El problema del muro y TLCAN, no solo los únicos temas que se han posicionado en la campaña presidencial.

Desde EE.UU. ya han mostrado su ‘preocupación' ante una posible victoria de López Obrador, donde varias personalidades del Gobierno y de la política estadounidense señalan al líder de Morena.

Uno que impactó con fuerza el panorama electoral fue secretario de Seguridad Nacional estadunidense, John Kelly, que en abril pasado dijo en declaraciones ante el Senado que ‘si las elecciones fueran mañana, México probablemente tendría un presidente de izquierda, antiestadounidense, (algo que) no puede ser bueno para Estados Unidos'.

En ese mismo tono, ahora apuntando directamente a AMLO, el 22 de marzo el embajador comercial estadounidense y jefe de la delegación que está negociando el TLCAN, Robert Lighthizer, calificó a una virtual presidencia de López Obrador como un ‘riesgo político' para los EE.UU..

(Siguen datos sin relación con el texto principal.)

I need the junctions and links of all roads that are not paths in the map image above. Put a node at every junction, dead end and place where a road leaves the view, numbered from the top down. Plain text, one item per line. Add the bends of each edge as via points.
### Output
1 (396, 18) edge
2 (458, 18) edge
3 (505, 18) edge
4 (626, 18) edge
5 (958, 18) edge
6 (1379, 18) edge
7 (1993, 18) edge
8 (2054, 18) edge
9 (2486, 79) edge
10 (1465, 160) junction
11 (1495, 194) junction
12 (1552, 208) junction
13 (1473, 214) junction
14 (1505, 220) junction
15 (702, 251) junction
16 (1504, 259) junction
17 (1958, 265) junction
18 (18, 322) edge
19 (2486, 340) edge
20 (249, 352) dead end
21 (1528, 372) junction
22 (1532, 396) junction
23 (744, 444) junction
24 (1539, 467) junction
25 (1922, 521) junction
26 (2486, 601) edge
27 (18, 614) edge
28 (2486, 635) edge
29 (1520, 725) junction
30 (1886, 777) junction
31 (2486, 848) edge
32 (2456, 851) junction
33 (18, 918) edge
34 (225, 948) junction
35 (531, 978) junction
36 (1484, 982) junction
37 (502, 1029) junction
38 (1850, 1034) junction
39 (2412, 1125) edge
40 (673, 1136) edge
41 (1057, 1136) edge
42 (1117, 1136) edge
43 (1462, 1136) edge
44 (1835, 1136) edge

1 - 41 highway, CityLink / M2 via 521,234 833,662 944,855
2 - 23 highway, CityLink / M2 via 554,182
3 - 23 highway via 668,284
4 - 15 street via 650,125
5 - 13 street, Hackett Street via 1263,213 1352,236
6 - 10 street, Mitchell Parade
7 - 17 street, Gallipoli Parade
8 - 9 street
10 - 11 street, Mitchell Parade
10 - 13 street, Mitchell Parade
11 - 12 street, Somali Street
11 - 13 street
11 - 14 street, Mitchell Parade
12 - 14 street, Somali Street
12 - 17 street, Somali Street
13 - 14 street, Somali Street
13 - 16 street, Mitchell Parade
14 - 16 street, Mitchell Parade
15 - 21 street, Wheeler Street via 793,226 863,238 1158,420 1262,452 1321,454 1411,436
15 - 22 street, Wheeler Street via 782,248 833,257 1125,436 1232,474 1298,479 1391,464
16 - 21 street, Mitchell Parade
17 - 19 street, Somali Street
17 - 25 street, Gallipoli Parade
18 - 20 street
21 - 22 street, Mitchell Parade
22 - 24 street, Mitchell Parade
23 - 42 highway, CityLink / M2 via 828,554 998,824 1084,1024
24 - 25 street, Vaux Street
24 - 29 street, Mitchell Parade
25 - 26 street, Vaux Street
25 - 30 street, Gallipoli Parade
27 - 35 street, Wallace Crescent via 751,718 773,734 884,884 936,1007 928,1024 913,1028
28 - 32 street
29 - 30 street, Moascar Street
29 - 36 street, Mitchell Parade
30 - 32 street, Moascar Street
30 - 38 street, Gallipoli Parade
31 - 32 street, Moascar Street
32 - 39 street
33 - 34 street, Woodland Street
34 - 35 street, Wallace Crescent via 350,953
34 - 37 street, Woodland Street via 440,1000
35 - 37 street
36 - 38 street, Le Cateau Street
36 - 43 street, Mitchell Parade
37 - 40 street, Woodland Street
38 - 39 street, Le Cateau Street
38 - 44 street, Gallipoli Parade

AMLO respondió entonces a Kelly desde su cuenta Facebook : ‘debe quedar claro que no somos antiestadunidenses, ese pueblo merece nuestro respeto (…) nuestra relación con Estados Unidos será de amistad y cooperación, pero no de sometimiento'. Posteriomente publicó un artículo en el periódico francés Le Monde titulado ‘No somos una colonia estadounidense'.

Por el momento, mientras las tensiones entre México y EE.UU. aumentan en medio del debate electoral, la retorica antimexicana de Trump agita más la discusión en el país sobre qué tan ‘profundo' se encuentran los brazos de Washington en el proceso electoral del país.